Kubernetes Upgrade Strategy

A Kubernetes cluster is usually meant to last for years. However, Kubernetes versions are supported for one year, so the cluster needs to be regularly upgraded. This is a great opportunity to adopt a continuous upgrade strategy, which will contribute to limit Technical Debt on the long run.

Two strategies are possible: in-place upgrades or greenfield (aka blue/green).

A greenfield approach avoids dealing with complex Kubernetes upgrades by reinstalling the cluster from scratch for every upgrade.

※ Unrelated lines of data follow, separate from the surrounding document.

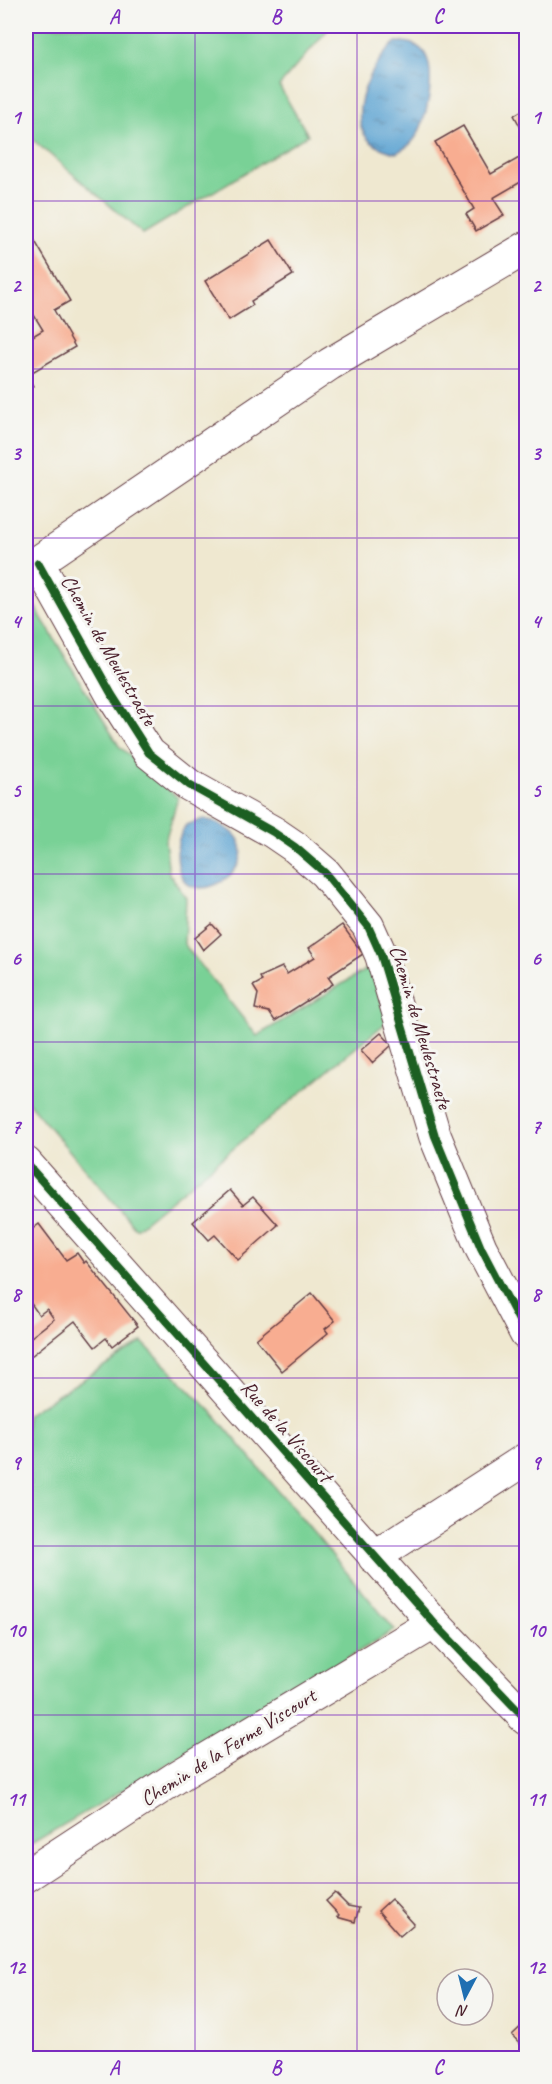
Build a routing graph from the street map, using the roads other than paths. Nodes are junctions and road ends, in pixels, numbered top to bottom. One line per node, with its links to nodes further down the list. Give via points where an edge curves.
1 (526, 248): 2 (street, Chemin de Meulestraete, via 330,364)
2 (32, 566): 4 (street, Chemin de Meulestraete, via 149,753 189,785 296,847 325,873 368,926 381,955 435,1136 481,1248)
3 (26, 1163): 6 (street, Rue de la Viscourt)
4 (526, 1334)
5 (526, 1459): 6 (street)
6 (375, 1557): 7 (street, Rue de la Viscourt)
7 (434, 1623): 8 (street, Rue de la Viscourt); 9 (street, Chemin de la Ferme Viscourt, via 180,1775)
8 (526, 1719)
9 (26, 1876)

The automation brought by the DevOps Stack makes it easy to adopt a greenfield approach, since the whole stack is managed as code.

The DevOps Stack allows you to have one cluster per git branch (using one Terraform workspace per branch), so both strategies are possible.

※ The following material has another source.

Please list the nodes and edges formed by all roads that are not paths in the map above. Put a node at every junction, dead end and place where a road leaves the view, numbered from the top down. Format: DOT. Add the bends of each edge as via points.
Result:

Below is a comparison of the two approaches.

In-place Upgrade

The In-place upgrade strategy consists in upgrading the Kubernetes cluster while it is running.


  • No need to redeploy everything on upgrade


  • Something could go wrong during the upgrade, requiring to reinstall and redeploy everything from scratch,

  • To mitigate this risk, set up a lab infrastructure with the exact same upgrade paths to test the upgrade on it beforehand,

  • Hardly ever tested disaster strategy.

Example workflow

  • a "production" branch for production deployments

  • a "lab" branch to test upgrades before upgrading the production

Green field Upgrade


  • No risk to break cluster on upgrade,

  • Major infrastructure changes possible without risking to break something (change Ingress Controller, switch to Service Mesh, change your network allocation plan…),

  • Disaster recovery strategy tested on every upgrade.


  • New challenges for data persistence: RWO volumes can’t be attached to both cluster at the same time,

  • May require to synchronize some auto-generated objects to the new cluster (Secrets containing ServiceAccounts tokens if used outside cluster, Secrets containing Certificates generated by cert-manager, PersistentVolumes and PersistentVolumeClaims generated by StorageClasses…),

  • Requires a fully automated deployment strategy (which is a good thing).

Example workflow

A "blue" branch and a "green" branch. Deploy a brand new cluster on the inactive branch, test everything and once happy, switch the DNS or a frontal Load Balancer to the inactive cluster that becomes the active one.

When adopting a blue/green strategy, static resources —such as VPC, RDS or ElastiCache if you are on AWS— need to be declared in a separate Terraform project.